Ha esortato Netanyahu e l'allora presidente argentino Mauricio Macri a usare la loro influenza ed esperienza per promuovere misure efficaci presso il Consiglio di Sicurezza delle Nazioni Unite per proteggere la popolazione venezuelana, tra cui la pressione per un cambio di regime nel Paese.
María Corina Machado, premio Nobel de la Paz 2025
La leader dell'opposizione venezuelana María Corina Machado ha vinto venerdì il Premio Nobel per la Pace 2025.
L'ex candidata alla presidenza del Venezuela è stata elogiata per essere stata una "figura chiave e unificante in un'opposizione politica precedentemente profondamente divisa, un'opposizione che ha trovato un terreno comune nella richiesta di elezioni libere e di un governo rappresentativo", ha affermato Jørgen Watne Frydnes, presidente del Comitato Norvegese per il Nobel.
Prima dell'annuncio, si erano diffuse le speculazioni sul fatto che il premio sarebbe stato assegnato al presidente degli Stati Uniti Donald Trump, alimentate in parte dallo stesso presidente, ma gli osservatori hanno affermato che le sue possibilità erano remote nonostante i suoi notevoli interventi in politica estera, di cui si è rivendicato il merito.
Tra i gruppi citati come possibili vincitori dall'Oslo Peace Research Institute c'erano le Sudan Emergency Response Rooms, una rete basata sulla comunità che è diventata la spina dorsale della risposta umanitaria del paese alla guerra civile; la Corte Internazionale di Giustizia e la Corte Penale Internazionale, e il Comitato per la Protezione dei Giornalisti, un gruppo con sede negli Stati Uniti che promuove la libertà di stampa e compila un elenco dei giornalisti uccisi nell'adempimento del dovere.

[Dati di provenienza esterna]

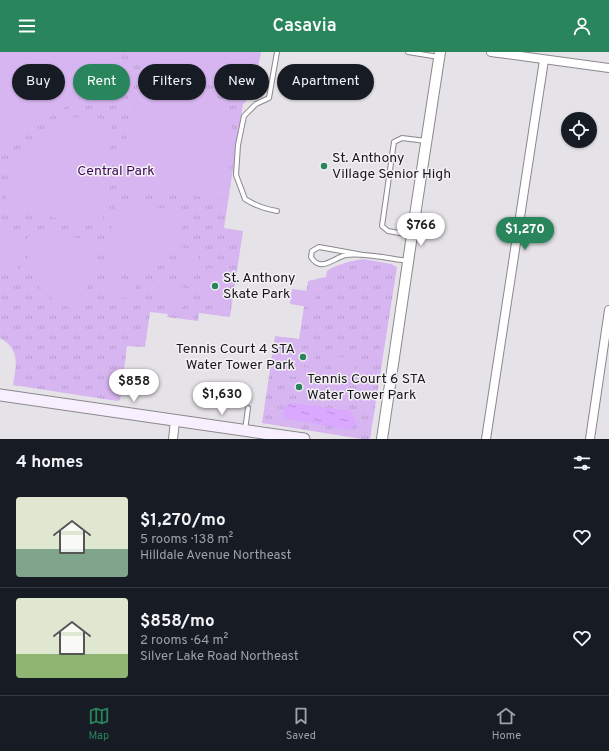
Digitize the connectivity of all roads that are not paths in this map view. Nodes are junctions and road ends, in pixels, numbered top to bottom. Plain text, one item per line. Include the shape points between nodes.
1 (277, 52) edge
2 (408, 52) edge
3 (491, 52) edge
4 (439, 54) edge
5 (544, 60) junction
6 (609, 68) edge
7 (426, 141) junction
8 (277, 211) dead end
9 (412, 235) junction
10 (363, 255) junction
11 (408, 261) junction
12 (609, 310) edge
13 (0, 395) edge
14 (248, 408) dead end
15 (175, 421) junction
16 (245, 430) junction
17 (173, 439) edge
18 (304, 439) edge
19 (382, 439) edge
20 (486, 439) edge
21 (590, 439) edge

1 - 8 lane via 269,98 256,104 244,116 238,145 236,175 245,199 256,206
2 - 4 lane
3 - 5 street
4 - 7 street
5 - 6 street
5 - 20 street
7 - 9 street
7 - 9 lane via 402,138 394,142 382,226 388,231
9 - 11 street
10 - 10 lane via 347,255 321,265 314,262 311,257 312,251 319,247
10 - 11 lane
11 - 19 street
12 - 21 street
13 - 15 main road
14 - 16 lane
15 - 16 main road
15 - 17 street
16 - 18 main road

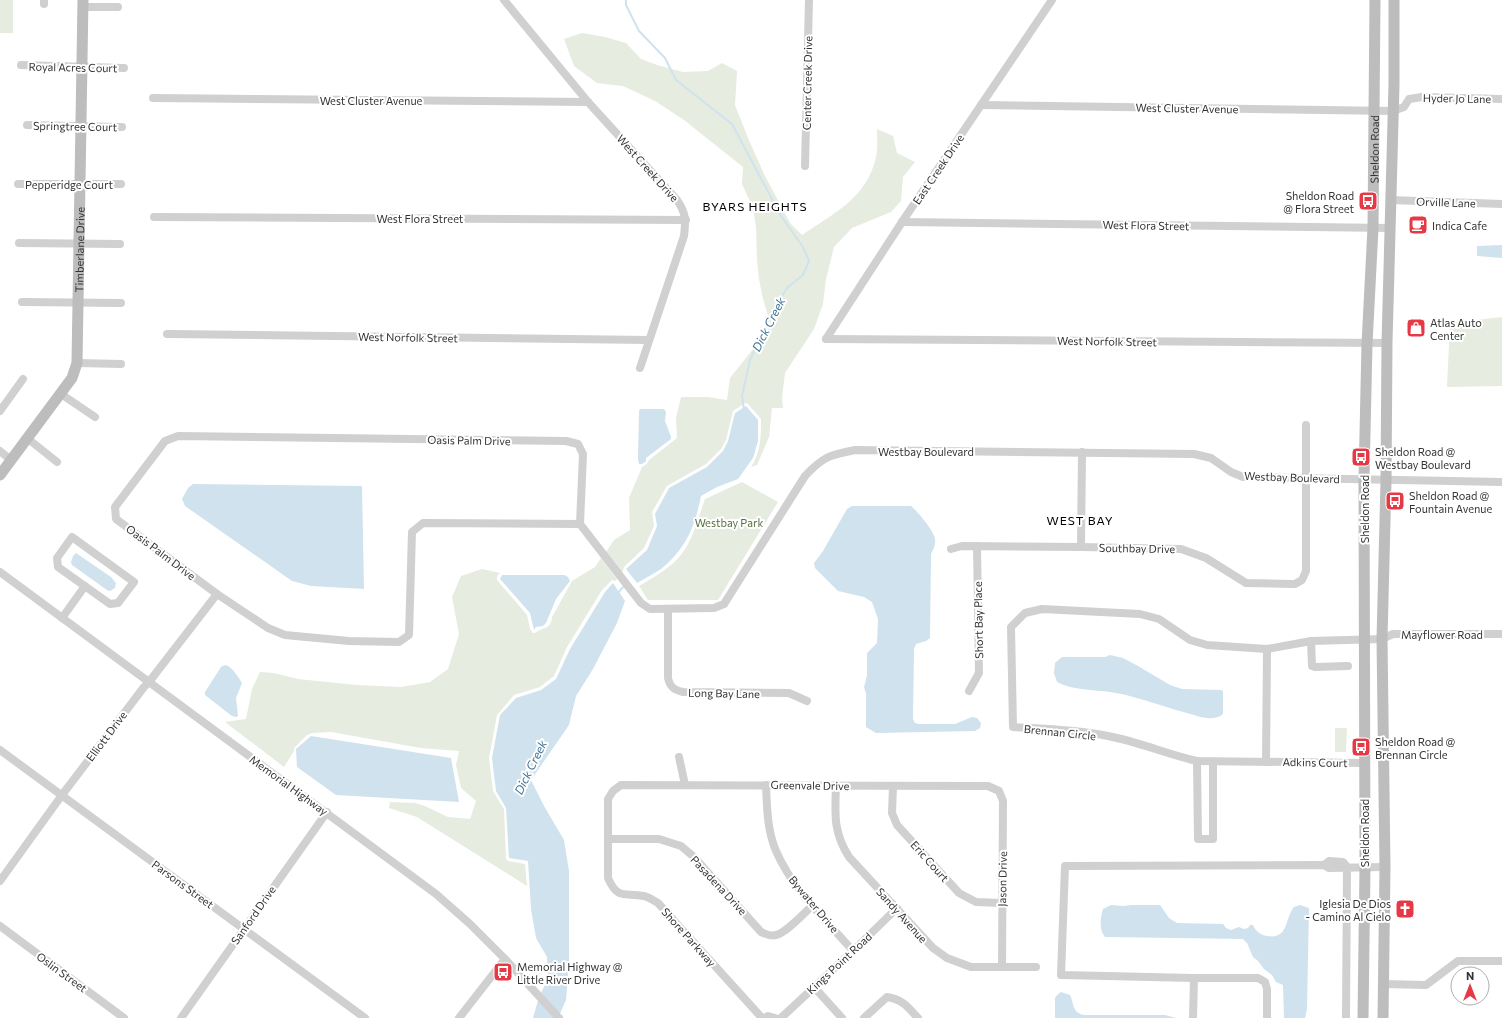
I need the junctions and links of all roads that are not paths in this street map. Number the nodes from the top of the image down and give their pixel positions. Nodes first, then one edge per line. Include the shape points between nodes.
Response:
1 (504, 0) edge
2 (809, 0) edge
3 (1052, 0) edge
4 (1374, 0) edge
5 (1394, 0) edge
6 (83, 4) edge
7 (118, 7) dead end
8 (21, 65) dead end
9 (82, 66) junction
10 (124, 68) dead end
11 (153, 98) dead end
12 (1502, 99) edge
13 (588, 102) junction
14 (981, 105) junction
15 (1374, 110) junction
16 (1393, 111) junction
17 (27, 125) dead end
18 (82, 126) junction
19 (122, 127) dead end
20 (804, 166) dead end
21 (18, 184) dead end
22 (81, 184) junction
23 (121, 184) dead end
24 (1391, 200) junction
25 (1502, 204) edge
26 (154, 217) dead end
27 (686, 220) junction
28 (902, 222) junction
29 (1373, 228) junction
30 (1390, 228) junction
31 (19, 243) dead end
32 (80, 243) junction
33 (120, 244) dead end
34 (22, 302) dead end
35 (79, 302) junction
36 (120, 303) dead end
37 (167, 334) dead end
38 (826, 339) joint
39 (649, 340) junction
40 (1387, 343) junction
41 (1367, 344) junction
42 (78, 363) junction
43 (121, 364) dead end
44 (640, 368) dead end
45 (23, 379) dead end
46 (61, 394) junction
47 (0, 411) edge
48 (95, 417) dead end
49 (1306, 425) dead end
50 (27, 438) junction
51 (0, 451) edge
52 (1082, 452) junction
53 (11, 460) junction
54 (57, 462) dead end
55 (0, 475) edge
56 (1306, 478) junction
57 (1364, 478) junction
58 (1386, 480) junction
59 (1502, 482) edge
60 (580, 524) junction
61 (977, 546) junction
62 (1081, 547) junction
63 (951, 549) dead end
64 (0, 572) edge
65 (85, 586) junction
66 (217, 594) junction
67 (668, 609) junction
68 (62, 618) junction
69 (1502, 634) edge
70 (1364, 638) junction
71 (1382, 638) junction
72 (1311, 641) junction
73 (1267, 649) junction
74 (1348, 666) dead end
75 (149, 682) junction
76 (969, 691) dead end
77 (807, 701) dead end
78 (0, 750) edge
79 (679, 757) dead end
80 (1197, 761) junction
81 (1213, 762) junction
82 (1266, 762) junction
83 (1364, 763) junction
84 (621, 784) joint
85 (685, 784) junction
86 (766, 784) junction
87 (836, 785) junction
88 (892, 786) junction
89 (999, 791) joint
90 (62, 795) junction
91 (327, 812) junction
92 (608, 839) junction
93 (1348, 867) junction
94 (1365, 867) junction
95 (1385, 867) junction
96 (0, 881) edge
97 (1002, 903) junction
98 (813, 905) junction
99 (897, 908) junction
100 (0, 926) edge
101 (244, 928) junction
102 (854, 951) junction
103 (505, 959) junction
104 (1502, 960) edge
105 (1002, 967) junction
106 (1036, 967) dead end
107 (1194, 978) junction
108 (1384, 984) junction
109 (814, 987) junction
110 (124, 1018) edge
111 (181, 1018) edge
112 (365, 1018) edge
113 (459, 1018) edge
114 (559, 1018) edge
115 (763, 1018) edge
116 (775, 1018) edge
117 (781, 1018) edge
118 (842, 1018) edge
119 (864, 1018) edge
120 (918, 1018) edge
121 (1193, 1018) edge
122 (1267, 1018) edge
123 (1346, 1018) edge
124 (1363, 1018) edge
125 (1383, 1018) edge

1 - 13 street, West Creek Drive
2 - 20 street, Center Creek Drive
3 - 14 street, East Creek Drive
4 - 15 main road, Sheldon Road
5 - 16 main road, Sheldon Road
6 - 7 street
6 - 9 main road, Timberlane Drive
8 - 9 street, Royal Acres Court
9 - 10 street, Royal Acres Court
9 - 18 main road, Timberlane Drive
11 - 13 street, West Cluster Avenue
12 - 16 street, Hyder Jo Lane via 1422,97 1409,99 1404,107
13 - 27 street, West Creek Drive via 677,200
14 - 15 street, West Cluster Avenue
14 - 28 street, East Creek Drive
15 - 16 street, West Cluster Avenue
15 - 29 main road, Sheldon Road
16 - 24 main road, Sheldon Road
17 - 18 street, Springtree Court
18 - 19 street, Springtree Court
18 - 22 main road, Timberlane Drive
21 - 22 street, Pepperidge Court
22 - 23 street, Pepperidge Court
22 - 32 main road, Timberlane Drive
24 - 25 street, Orville Lane
24 - 30 main road, Sheldon Road
26 - 27 street, West Flora Street
27 - 39 street via 684,236
28 - 29 street, West Flora Street
28 - 38 street, East Creek Drive
29 - 30 street, West Flora Street
29 - 41 main road, Sheldon Road
30 - 40 main road, Sheldon Road
31 - 32 street
32 - 33 street
32 - 35 main road, Timberlane Drive
34 - 35 street
35 - 36 street
35 - 42 main road, Timberlane Drive
37 - 39 street, West Norfolk Street
38 - 41 street, West Norfolk Street
39 - 44 street
40 - 41 street, West Norfolk Street
40 - 58 main road, Sheldon Road
41 - 57 main road, Sheldon Road
42 - 43 street
42 - 46 main road, Timberlane Drive
45 - 47 street
46 - 48 street
46 - 50 main road, Timberlane Drive
49 - 56 street, Southbay Drive
50 - 53 main road, Timberlane Drive
50 - 54 street
51 - 53 street
52 - 56 street, Westbay Boulevard via 1194,454 1211,458 1243,477
52 - 62 street
52 - 67 street, Westbay Boulevard via 855,450 833,454 817,463 805,476 724,604 714,608
53 - 55 main road, Timberlane Drive
56 - 57 street, Westbay Boulevard
56 - 62 street, Southbay Drive via 1306,571 1302,580 1295,584 1246,583 1206,558 1181,549
57 - 58 street, Westbay Boulevard
57 - 70 main road, Sheldon Road
58 - 59 street, Westbay Boulevard
58 - 71 main road, Sheldon Road
60 - 66 street, Oasis Palm Drive via 423,523 412,532 409,635 399,642 349,642 285,635 268,628
60 - 66 street, Oasis Palm Drive via 583,454 578,444 566,441 178,436 165,441 114,507 116,518
60 - 67 street, Westbay Boulevard via 641,604 650,609
61 - 62 street, Southbay Drive
61 - 63 street, Southbay Drive
61 - 76 street, Short Bay Place via 979,673
64 - 68 street, Memorial Highway
65 - 65 street via 113,604 120,602 134,582 72,536 57,558 57,565
65 - 68 street
66 - 75 street, Elliott Drive
67 - 77 street, Long Bay Lane via 668,678 675,690 789,693
68 - 75 street, Memorial Highway
69 - 71 street, Mayflower Road via 1393,634
70 - 71 street, Brennan Circle
70 - 72 street, Brennan Circle
70 - 83 main road, Sheldon Road
71 - 95 main road, Sheldon Road
72 - 73 street, Brennan Circle
72 - 74 street via 1312,666
73 - 80 street, Brennan Circle via 1207,645 1190,640 1159,619 1140,614 1042,609 1025,613 1011,627 1013,727 1064,730 1118,738
73 - 82 street
75 - 90 street, Elliott Drive
75 - 91 street, Memorial Highway
78 - 90 street, Parsons Street
79 - 85 street
80 - 81 street, Brennan Circle
80 - 81 street via 1198,839 1213,839
81 - 82 street, Brennan Circle
82 - 83 street, Adkins Court
83 - 94 main road, Sheldon Road
84 - 85 street, Greenvale Drive
84 - 92 street, Shore Parkway via 613,790 608,799
85 - 86 street, Greenvale Drive
86 - 87 street, Greenvale Drive
86 - 98 street, Bywater Drive via 767,816 776,850 792,881
87 - 88 street, Greenvale Drive
87 - 99 street, Sandy Avenue via 835,825 841,845
88 - 89 street, Greenvale Drive via 988,786
88 - 97 street, Eric Court via 892,813 897,825 959,893 976,902
89 - 97 street, Jason Drive via 1003,801
90 - 96 street, Elliott Drive
90 - 101 street, Parsons Street
91 - 101 street, Sanford Drive
91 - 103 street, Memorial Highway via 436,894
92 - 98 street, Pasadena Drive via 659,839 681,846 762,932 768,935 776,936 782,933
92 - 115 street, Shore Parkway via 608,878 612,889 621,895 644,896 658,903
93 - 94 street
93 - 107 street via 1343,862 1329,861 1324,866 1065,866 1060,975
93 - 123 street
94 - 95 street
94 - 124 main road, Sheldon Road
95 - 108 main road, Sheldon Road
97 - 105 street, Jason Drive
98 - 102 street, Bywater Drive
99 - 102 street, Kings Point Road
99 - 105 street, Sandy Avenue via 933,948 947,958 971,967
100 - 110 street, Oslin Street
101 - 111 street, Sanford Drive
101 - 112 street, Parsons Street
102 - 109 street, Kings Point Road
103 - 113 street
103 - 114 street, Memorial Highway
104 - 108 street via 1458,961 1426,985
105 - 106 street, Sandy Avenue
107 - 121 street
107 - 122 street via 1258,978 1265,982 1267,989
108 - 125 main road, Sheldon Road
109 - 117 street, Kings Point Road
109 - 118 street
115 - 116 street
119 - 120 street via 887,998 896,998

L'anno scorso, il premio è stato assegnato a Nihon Hidankyo, un movimento di base di sopravvissuti giapponesi al bombardamento atomico che da decenni si impegna per mantenere il tabù che circonda l'uso delle armi nucleari.
Il Premio Nobel per la Pace è l'unico premio Nobel assegnato a Oslo, in Norvegia.
Quattro degli altri premi sono già stati annunciati questa settimana nella capitale svedese, Stoccolma: medicina, fisica, chimica e letteratura. Il Premio Nobel per l'Economia sarà annunciato lunedì.